“Please, sir, you’re burning,” he said, anxiously pointing at it. “Something is burning in your pocket.”
The Head transferred his awful eye to Mr. Dutton, and sniffed with his omniscient nose.
“You may go, Blaize,” he said. “Well, Mr. Dutton?”
David scuttled off.
“Scored off, you cad,” he said to himself, still hot with indignation at these insults.
But, as David had expected, there were far worse things to be faced than the sarcasms of Mr. Dutton. Since the conclusion of the match, David’s performances, heavily handicapped by those of his father, had been subjected to serious debate, and had been found to be wholly unsatisfactory. It was true that he had captured a quantity of Eagles’ wickets at small cost, but with the match in his hands, literally in his hands, he had let it go. Taking his record as a whole, therefore, his futile innings being also brought under scrutiny, it was fair to make unkind allusions to his father. There were dissentients from the general view, the chief of whom was Bags, who said hotly that it was a “chouse” to rag Blazes, considering that if it hadn’t been for him Eagles would probably have won by eight wickets instead of one, for who stood the slightest chance of getting out the fellow whose father had made fifty for England, even weighted as he was with salad of many lobsters? But this view was that of a small minority, and an untrustworthy sort of hush settled down on the first-form class-room as David entered with simulated composure. No master was in charge during this hour of preparation on Saturday evening, and though every boy had to sit at his desk, talking was allowed. Sometimes a sort of patrol-master visited them, and occasionally, for a pleasant surprise, the Head came round, the knowledge of which possibility checked any exuberance; but, provided that no row was made, there was nothing to be feared.

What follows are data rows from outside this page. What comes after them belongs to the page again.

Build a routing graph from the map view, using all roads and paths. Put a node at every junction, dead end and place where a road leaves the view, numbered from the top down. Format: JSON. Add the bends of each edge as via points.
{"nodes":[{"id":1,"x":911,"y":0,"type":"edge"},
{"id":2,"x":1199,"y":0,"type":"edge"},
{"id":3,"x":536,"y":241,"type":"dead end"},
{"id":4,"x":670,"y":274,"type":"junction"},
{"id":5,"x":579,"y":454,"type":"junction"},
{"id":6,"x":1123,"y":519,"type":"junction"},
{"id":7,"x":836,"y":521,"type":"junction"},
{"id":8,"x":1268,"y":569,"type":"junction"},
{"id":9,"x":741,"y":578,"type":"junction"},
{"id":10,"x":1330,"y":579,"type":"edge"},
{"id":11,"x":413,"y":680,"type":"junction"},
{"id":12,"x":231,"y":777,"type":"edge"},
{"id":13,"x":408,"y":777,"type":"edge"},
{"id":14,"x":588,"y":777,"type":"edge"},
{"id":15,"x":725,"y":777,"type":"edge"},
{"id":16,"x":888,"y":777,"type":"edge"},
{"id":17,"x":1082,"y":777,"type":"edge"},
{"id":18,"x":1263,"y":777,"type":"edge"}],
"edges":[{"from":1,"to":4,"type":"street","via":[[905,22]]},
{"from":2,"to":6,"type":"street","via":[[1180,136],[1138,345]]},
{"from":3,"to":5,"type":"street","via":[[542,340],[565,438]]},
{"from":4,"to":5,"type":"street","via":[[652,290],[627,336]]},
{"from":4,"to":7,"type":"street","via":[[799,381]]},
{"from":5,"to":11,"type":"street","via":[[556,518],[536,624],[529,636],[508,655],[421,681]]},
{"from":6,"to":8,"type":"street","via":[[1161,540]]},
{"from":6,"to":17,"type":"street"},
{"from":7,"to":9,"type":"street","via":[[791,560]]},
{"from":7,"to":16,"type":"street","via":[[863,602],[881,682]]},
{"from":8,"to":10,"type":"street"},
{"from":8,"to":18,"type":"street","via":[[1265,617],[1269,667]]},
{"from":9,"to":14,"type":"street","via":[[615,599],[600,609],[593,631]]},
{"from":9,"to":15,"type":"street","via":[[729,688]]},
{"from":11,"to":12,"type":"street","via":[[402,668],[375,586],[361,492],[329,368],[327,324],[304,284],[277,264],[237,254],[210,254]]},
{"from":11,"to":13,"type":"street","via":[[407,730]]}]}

So there was an uncomfortable silence when David entered, the sarcastic intention of which was not lost on him, for there was no mistaking the chilliness of his reception. Bags, it is true, greeted him with a “Hullo, Blazes,” but otherwise nothing was said. Then trouble gently began to accumulate, like the quiet piling up of thunder-clouds, with Old Testament allusions.
“I say, Jesse must have been a fine old chap,” said somebody. “He had such lots of sons.”
“Oh, did he?” asked somebody else politely. “How many?”